Data supplied Block Start

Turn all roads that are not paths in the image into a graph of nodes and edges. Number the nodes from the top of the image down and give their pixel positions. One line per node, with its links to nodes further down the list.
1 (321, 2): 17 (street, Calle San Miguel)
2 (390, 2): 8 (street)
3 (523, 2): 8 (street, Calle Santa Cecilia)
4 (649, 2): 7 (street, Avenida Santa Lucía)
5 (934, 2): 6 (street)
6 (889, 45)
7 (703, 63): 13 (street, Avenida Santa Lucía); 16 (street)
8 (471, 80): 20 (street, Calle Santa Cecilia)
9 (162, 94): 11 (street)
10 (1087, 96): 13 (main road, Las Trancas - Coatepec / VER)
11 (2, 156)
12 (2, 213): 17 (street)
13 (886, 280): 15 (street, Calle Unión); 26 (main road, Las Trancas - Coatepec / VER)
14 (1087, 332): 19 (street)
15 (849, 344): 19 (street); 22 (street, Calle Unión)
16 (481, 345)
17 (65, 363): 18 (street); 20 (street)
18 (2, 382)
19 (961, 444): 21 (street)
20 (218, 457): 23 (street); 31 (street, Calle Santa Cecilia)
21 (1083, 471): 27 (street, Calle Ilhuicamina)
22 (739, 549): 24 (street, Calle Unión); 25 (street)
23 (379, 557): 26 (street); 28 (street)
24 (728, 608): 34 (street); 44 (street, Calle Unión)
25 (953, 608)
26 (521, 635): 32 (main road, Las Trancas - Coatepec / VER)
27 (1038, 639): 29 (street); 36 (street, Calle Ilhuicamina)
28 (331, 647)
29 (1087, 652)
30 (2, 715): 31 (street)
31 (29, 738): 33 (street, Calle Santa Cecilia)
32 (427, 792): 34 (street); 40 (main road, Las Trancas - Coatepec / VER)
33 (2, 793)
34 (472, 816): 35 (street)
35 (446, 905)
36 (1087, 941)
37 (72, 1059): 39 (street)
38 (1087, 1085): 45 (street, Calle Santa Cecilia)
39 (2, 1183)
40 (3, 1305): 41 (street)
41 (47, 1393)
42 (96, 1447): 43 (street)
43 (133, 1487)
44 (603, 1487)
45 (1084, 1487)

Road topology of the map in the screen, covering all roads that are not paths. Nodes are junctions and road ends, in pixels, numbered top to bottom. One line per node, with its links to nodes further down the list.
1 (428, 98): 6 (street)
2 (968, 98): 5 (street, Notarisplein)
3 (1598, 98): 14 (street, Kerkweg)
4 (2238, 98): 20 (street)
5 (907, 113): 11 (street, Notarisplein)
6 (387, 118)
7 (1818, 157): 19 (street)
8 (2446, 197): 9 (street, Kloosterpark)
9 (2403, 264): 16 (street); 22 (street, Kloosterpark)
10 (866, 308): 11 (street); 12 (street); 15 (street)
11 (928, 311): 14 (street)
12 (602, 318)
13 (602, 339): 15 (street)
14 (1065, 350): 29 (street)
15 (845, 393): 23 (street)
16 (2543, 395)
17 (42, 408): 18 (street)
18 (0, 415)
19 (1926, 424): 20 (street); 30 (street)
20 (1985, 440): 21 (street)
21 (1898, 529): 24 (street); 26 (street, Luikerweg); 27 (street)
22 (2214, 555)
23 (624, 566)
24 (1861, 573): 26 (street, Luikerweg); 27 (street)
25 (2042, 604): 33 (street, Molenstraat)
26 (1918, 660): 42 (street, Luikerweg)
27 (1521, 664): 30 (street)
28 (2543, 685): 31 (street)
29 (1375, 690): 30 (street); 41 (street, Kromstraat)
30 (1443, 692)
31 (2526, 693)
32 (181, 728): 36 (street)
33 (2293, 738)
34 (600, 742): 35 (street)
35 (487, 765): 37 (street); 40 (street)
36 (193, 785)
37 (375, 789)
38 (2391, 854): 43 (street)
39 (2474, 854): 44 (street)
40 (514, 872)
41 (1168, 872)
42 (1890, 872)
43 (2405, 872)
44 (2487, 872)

Data supplied Block End

About this task
Collect each line above holding the string "Cecilia".

Result for this task
3 (523, 2): 8 (street, Calle Santa Cecilia)
8 (471, 80): 20 (street, Calle Santa Cecilia)
20 (218, 457): 23 (street); 31 (street, Calle Santa Cecilia)
31 (29, 738): 33 (street, Calle Santa Cecilia)
38 (1087, 1085): 45 (street, Calle Santa Cecilia)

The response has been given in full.